Start of EXERCISE DATA
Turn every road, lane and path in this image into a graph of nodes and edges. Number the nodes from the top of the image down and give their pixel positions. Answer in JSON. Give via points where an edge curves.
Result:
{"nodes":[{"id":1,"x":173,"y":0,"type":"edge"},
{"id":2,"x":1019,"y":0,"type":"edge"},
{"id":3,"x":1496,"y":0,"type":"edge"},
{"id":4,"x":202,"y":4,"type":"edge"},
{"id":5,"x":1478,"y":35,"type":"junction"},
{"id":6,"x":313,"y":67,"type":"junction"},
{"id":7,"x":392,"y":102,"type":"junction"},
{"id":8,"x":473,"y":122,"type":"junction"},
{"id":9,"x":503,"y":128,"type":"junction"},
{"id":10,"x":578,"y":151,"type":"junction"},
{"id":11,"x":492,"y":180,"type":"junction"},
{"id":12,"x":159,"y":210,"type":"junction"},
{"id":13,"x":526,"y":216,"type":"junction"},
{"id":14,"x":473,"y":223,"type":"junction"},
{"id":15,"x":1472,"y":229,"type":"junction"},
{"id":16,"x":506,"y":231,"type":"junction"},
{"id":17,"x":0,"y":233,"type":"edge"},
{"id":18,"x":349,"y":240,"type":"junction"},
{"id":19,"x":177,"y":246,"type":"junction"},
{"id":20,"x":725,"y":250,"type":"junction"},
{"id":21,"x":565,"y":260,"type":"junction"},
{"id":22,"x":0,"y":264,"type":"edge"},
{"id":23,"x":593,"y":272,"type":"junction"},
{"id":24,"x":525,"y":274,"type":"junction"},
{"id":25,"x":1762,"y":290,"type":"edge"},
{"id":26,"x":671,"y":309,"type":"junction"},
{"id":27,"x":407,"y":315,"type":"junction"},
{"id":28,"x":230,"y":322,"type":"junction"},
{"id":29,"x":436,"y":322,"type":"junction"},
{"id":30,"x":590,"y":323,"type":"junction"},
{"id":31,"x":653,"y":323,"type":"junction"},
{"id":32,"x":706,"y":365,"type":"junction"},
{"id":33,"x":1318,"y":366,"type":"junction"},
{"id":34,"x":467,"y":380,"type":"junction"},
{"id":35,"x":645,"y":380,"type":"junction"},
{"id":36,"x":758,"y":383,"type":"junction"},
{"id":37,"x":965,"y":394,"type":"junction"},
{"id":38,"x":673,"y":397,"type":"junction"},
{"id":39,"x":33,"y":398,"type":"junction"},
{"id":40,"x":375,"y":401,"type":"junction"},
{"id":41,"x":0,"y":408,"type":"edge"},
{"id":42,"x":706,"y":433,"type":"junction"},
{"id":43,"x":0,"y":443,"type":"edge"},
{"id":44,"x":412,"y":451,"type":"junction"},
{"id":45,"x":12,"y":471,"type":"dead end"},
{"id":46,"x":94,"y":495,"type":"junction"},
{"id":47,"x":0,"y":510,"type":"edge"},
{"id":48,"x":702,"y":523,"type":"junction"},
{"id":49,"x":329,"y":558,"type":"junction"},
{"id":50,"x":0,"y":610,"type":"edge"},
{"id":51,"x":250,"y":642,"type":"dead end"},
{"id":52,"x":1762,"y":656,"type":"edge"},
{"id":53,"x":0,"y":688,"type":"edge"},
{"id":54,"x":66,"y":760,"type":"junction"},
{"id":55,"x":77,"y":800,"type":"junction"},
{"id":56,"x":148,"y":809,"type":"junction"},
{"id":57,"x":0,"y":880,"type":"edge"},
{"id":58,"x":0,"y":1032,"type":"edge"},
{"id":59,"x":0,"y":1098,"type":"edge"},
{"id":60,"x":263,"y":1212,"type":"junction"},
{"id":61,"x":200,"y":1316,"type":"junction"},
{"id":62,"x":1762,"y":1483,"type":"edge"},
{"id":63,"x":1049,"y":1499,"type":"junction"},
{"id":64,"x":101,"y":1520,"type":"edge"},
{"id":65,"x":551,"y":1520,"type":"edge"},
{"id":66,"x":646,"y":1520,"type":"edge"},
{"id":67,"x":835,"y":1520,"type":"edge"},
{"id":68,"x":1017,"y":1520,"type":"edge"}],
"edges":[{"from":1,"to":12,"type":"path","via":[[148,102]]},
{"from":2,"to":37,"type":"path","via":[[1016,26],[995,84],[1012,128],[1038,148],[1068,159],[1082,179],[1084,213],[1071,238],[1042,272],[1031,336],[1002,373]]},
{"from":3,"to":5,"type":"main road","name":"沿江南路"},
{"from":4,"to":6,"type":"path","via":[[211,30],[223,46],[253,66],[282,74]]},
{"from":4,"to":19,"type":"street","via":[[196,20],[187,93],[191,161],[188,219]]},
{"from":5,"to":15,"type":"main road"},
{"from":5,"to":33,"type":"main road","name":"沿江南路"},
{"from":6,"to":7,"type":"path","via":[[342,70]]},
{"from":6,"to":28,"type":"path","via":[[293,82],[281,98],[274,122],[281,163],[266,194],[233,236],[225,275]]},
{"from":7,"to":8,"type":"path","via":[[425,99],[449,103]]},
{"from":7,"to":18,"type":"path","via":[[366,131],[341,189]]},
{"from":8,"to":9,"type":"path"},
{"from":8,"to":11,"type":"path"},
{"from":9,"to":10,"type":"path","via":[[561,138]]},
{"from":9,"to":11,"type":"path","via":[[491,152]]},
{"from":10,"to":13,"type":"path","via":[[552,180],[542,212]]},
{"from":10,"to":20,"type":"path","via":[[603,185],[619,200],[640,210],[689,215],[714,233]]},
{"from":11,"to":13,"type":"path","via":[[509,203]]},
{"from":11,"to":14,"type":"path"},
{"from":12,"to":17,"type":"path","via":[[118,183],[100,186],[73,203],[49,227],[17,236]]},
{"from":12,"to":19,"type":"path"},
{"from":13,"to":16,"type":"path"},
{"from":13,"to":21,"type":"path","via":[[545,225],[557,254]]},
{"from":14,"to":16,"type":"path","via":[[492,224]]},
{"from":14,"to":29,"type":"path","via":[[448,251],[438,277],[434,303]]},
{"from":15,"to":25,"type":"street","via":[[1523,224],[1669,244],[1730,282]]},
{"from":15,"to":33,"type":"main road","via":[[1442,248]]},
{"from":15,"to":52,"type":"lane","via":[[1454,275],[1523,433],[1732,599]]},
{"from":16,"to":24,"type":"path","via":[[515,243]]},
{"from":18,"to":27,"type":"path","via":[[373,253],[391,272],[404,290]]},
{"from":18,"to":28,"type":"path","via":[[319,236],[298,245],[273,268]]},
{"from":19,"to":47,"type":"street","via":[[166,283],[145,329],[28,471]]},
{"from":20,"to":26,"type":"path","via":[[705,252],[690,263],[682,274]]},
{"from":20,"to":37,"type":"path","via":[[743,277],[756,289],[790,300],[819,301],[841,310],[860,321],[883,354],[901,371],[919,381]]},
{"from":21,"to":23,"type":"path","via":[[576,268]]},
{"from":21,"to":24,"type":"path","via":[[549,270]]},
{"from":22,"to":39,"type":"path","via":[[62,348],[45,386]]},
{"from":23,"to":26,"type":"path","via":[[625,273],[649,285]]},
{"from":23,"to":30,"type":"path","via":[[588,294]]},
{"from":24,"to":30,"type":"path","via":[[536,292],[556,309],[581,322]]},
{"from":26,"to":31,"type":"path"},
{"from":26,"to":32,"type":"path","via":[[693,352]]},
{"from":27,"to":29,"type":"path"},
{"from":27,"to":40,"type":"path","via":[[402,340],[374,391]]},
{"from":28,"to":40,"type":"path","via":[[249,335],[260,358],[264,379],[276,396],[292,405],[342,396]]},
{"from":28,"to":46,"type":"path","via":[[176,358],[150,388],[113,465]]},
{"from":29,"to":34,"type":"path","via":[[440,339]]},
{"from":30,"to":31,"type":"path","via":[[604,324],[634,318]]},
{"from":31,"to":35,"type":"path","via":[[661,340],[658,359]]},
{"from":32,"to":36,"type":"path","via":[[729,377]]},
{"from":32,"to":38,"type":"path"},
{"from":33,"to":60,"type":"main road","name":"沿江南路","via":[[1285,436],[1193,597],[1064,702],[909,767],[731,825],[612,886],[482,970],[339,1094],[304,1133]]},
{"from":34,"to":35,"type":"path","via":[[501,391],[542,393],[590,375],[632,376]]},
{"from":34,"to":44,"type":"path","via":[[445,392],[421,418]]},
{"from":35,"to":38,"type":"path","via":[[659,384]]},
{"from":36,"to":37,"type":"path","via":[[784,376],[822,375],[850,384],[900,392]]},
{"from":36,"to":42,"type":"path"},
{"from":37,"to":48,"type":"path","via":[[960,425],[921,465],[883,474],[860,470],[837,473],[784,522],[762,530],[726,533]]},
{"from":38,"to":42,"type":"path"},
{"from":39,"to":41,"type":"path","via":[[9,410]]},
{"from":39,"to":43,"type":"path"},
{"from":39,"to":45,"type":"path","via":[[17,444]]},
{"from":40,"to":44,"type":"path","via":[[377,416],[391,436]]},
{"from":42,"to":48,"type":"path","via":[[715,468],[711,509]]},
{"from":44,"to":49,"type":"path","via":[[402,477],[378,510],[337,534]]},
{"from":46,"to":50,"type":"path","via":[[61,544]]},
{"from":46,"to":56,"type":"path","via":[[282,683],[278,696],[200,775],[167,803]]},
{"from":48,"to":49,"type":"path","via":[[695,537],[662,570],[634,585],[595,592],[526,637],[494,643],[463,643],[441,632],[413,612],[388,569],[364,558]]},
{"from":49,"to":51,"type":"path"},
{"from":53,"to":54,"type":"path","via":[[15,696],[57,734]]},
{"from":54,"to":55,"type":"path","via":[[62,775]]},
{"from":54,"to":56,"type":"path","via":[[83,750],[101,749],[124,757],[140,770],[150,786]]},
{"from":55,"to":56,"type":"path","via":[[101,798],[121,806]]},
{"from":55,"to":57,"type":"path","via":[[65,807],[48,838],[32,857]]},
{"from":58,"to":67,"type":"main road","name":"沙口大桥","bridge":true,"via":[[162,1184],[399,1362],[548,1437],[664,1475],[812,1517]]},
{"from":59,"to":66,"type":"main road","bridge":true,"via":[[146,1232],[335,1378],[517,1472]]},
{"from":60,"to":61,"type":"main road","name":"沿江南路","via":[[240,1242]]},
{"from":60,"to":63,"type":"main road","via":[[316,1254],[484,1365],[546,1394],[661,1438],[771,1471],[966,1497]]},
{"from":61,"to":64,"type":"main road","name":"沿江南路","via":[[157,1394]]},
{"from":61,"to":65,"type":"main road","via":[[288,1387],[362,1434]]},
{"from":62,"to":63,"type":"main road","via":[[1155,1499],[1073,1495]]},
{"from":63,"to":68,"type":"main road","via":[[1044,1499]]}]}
End of EXERCISE DATA
Start of EXERCISE DATA
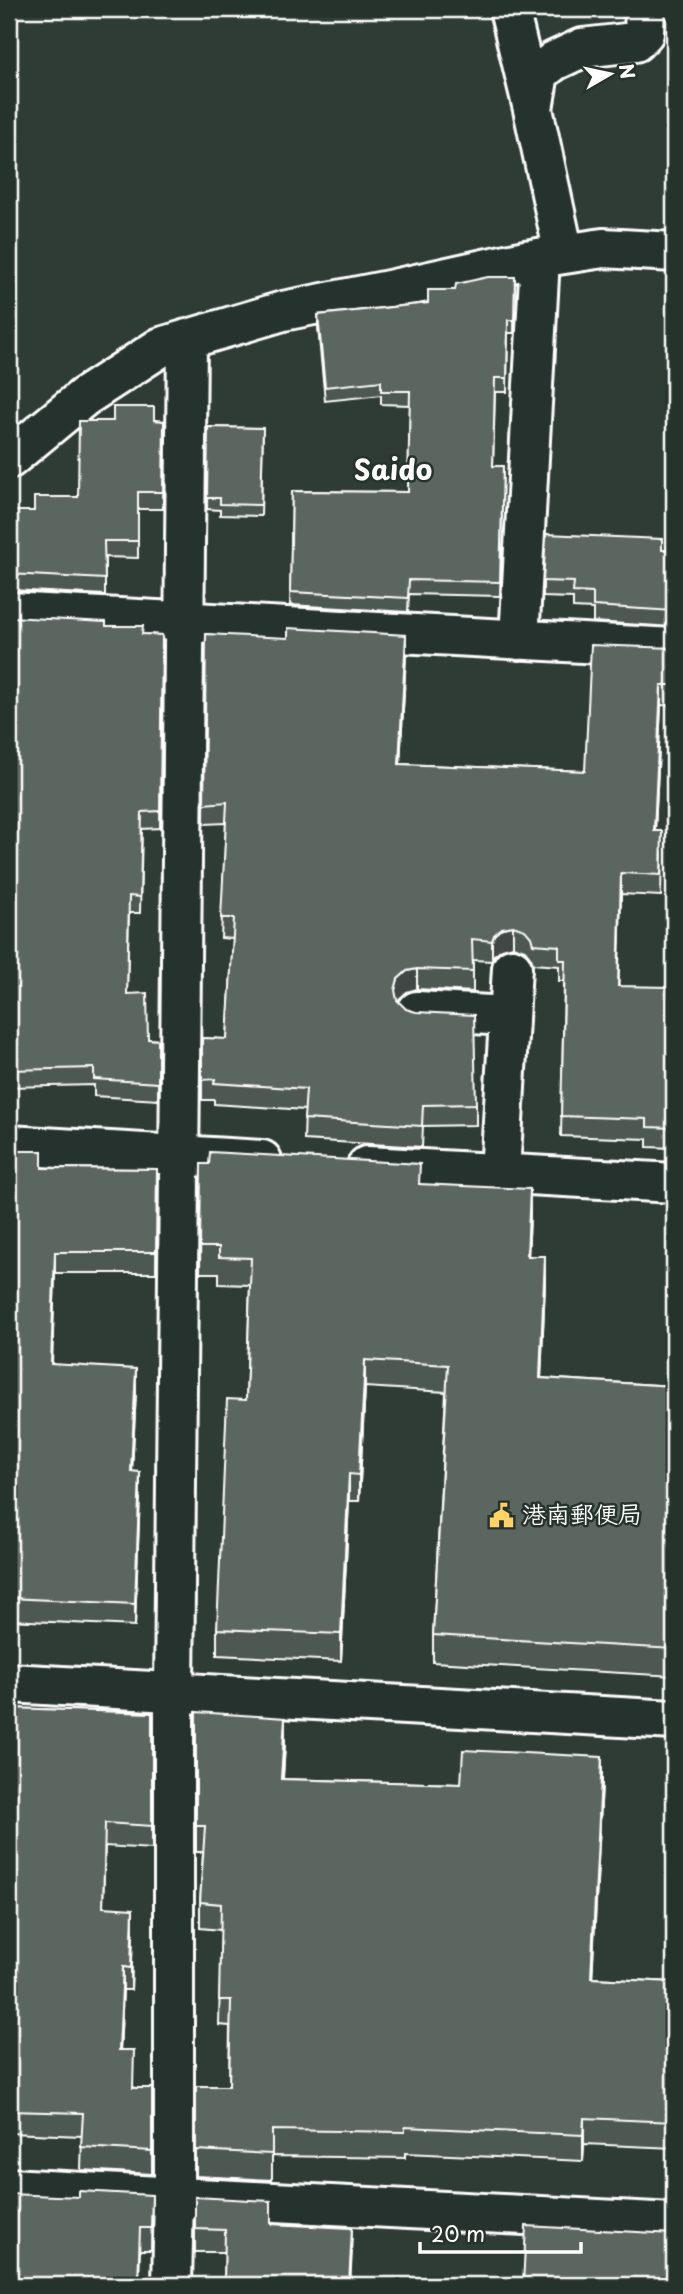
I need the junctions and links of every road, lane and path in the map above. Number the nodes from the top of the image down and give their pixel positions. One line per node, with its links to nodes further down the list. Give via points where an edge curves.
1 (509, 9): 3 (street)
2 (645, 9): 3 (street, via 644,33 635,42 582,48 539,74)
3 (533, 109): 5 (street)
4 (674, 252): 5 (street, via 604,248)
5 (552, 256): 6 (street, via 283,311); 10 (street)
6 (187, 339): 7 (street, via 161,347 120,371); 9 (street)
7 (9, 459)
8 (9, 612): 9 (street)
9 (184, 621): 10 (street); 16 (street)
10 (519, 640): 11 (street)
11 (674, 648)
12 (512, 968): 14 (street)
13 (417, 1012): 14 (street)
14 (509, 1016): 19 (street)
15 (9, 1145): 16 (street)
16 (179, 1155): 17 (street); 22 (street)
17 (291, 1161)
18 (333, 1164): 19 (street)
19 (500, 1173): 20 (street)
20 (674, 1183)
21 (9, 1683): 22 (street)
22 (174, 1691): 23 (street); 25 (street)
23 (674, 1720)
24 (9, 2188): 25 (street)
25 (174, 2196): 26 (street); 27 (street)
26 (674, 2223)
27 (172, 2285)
End of EXERCISE DATA
Start of EXERCISE DATA
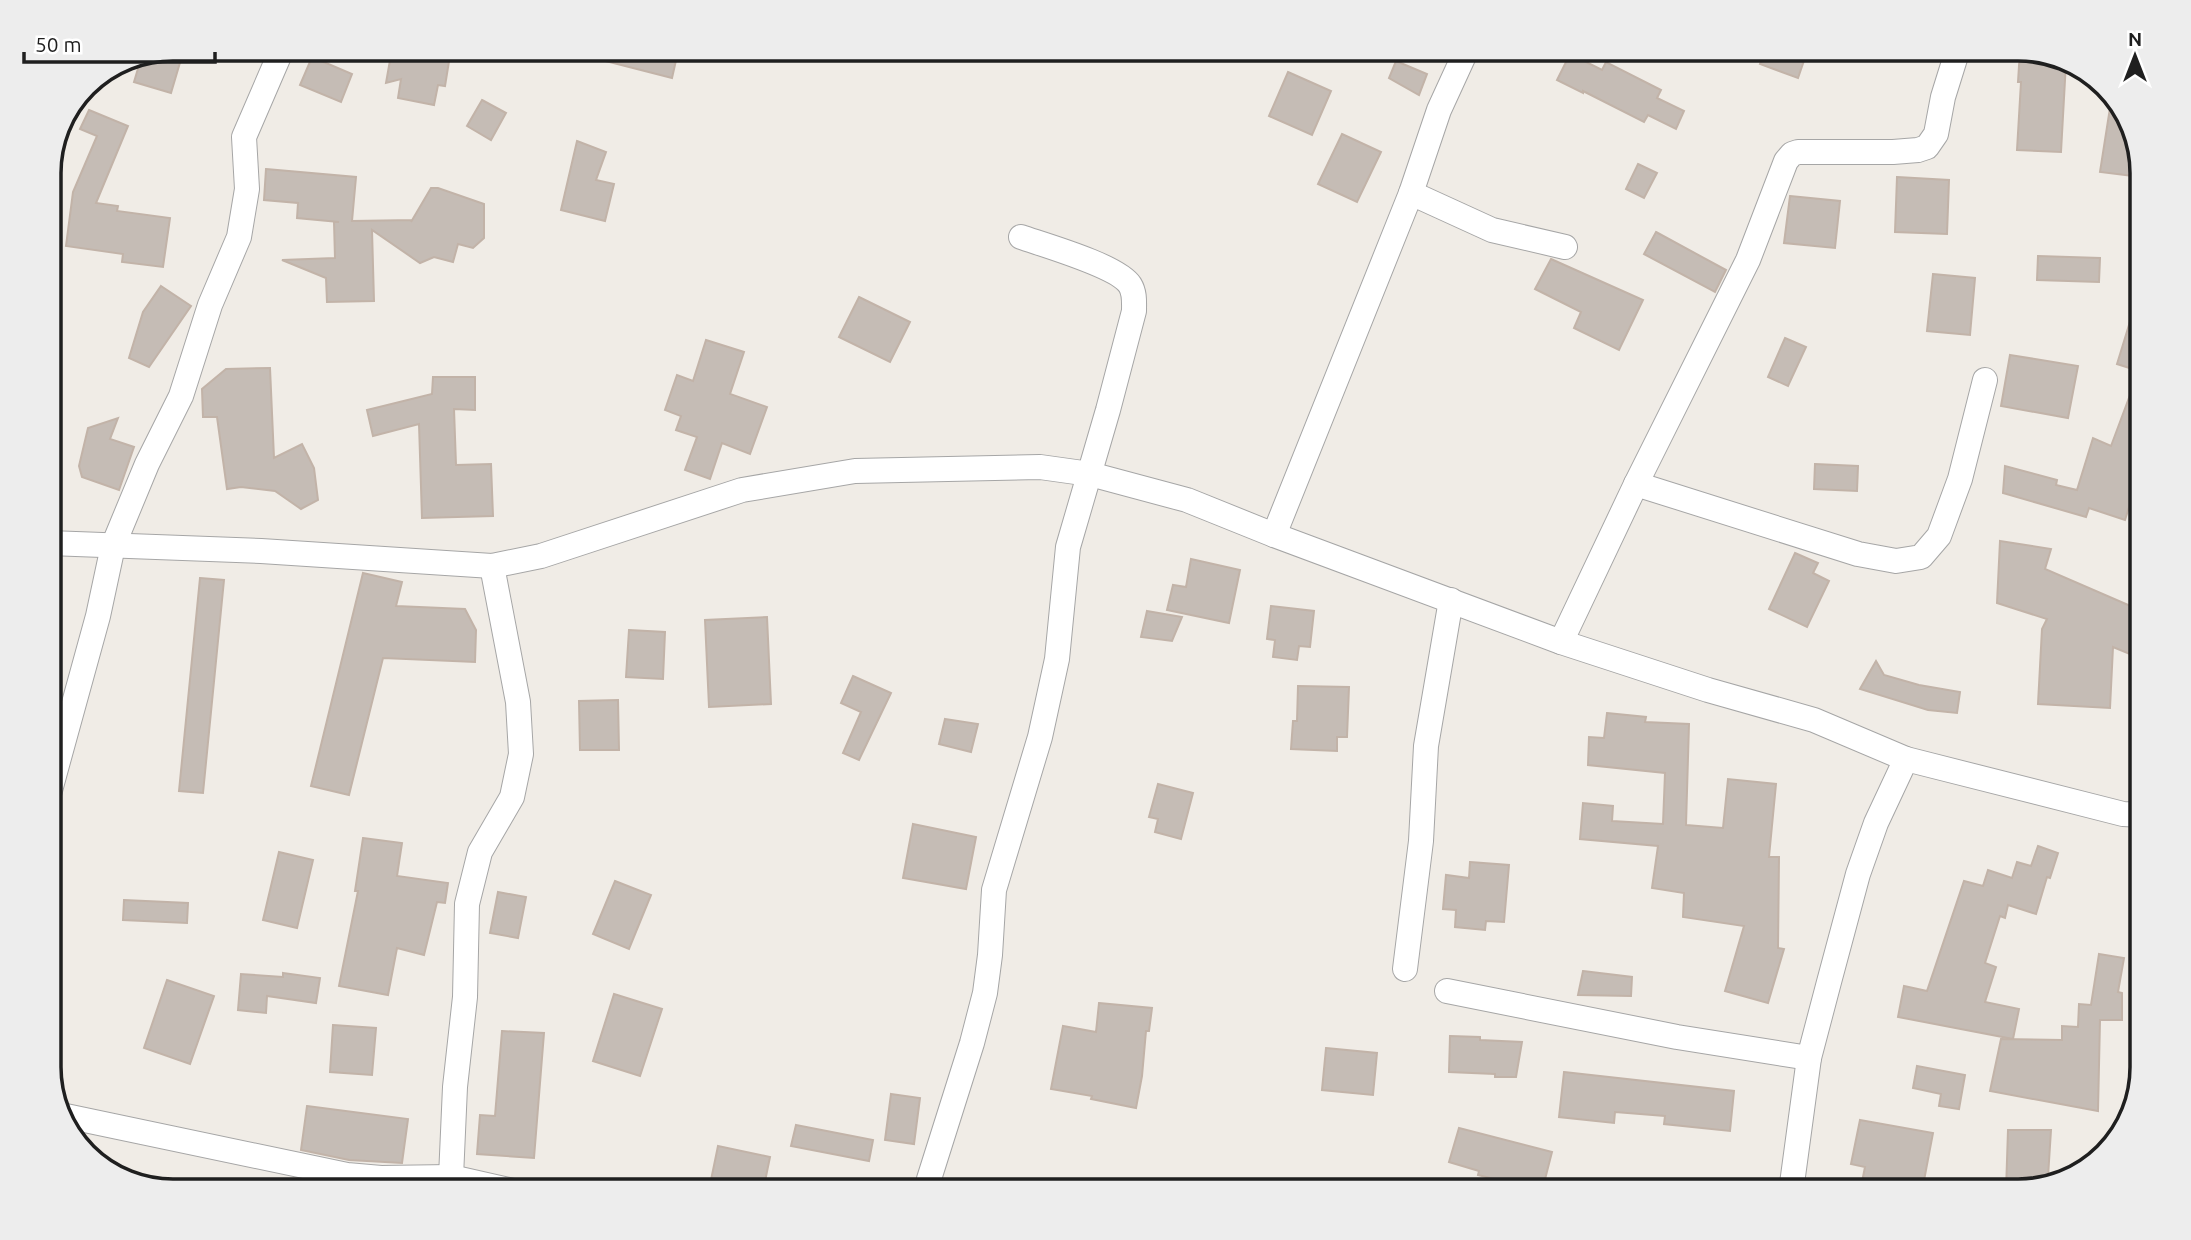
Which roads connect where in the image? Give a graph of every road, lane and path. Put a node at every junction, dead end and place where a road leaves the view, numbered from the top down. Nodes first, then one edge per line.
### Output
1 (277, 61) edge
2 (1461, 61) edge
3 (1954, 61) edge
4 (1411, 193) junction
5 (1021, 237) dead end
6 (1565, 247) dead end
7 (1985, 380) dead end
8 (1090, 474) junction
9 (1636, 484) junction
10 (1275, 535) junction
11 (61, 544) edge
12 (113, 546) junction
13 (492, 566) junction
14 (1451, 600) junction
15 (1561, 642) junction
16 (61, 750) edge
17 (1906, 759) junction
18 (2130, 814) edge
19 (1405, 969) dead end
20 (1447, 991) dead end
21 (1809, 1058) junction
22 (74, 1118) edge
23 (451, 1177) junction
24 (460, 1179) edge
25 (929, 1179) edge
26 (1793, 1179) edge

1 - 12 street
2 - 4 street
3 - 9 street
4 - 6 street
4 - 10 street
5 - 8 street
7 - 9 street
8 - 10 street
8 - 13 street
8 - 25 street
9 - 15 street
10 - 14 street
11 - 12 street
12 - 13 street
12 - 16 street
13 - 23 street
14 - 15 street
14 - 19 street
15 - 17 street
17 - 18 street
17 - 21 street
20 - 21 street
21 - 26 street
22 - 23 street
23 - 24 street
End of EXERCISE DATA
Find the word "graph" in the entries, then copy out every line that has it.

Turn every road, lane and path in this image into a graph of nodes and edges. Number the nodes from the top of the image down and give their pixel positions. Answer in JSON. Give via points where an edge curves.
Which roads connect where in the image? Give a graph of every road, lane and path. Put a node at every junction, dead end and place where a road leaves the view, numbered from the top down. Nodes first, then one edge per line.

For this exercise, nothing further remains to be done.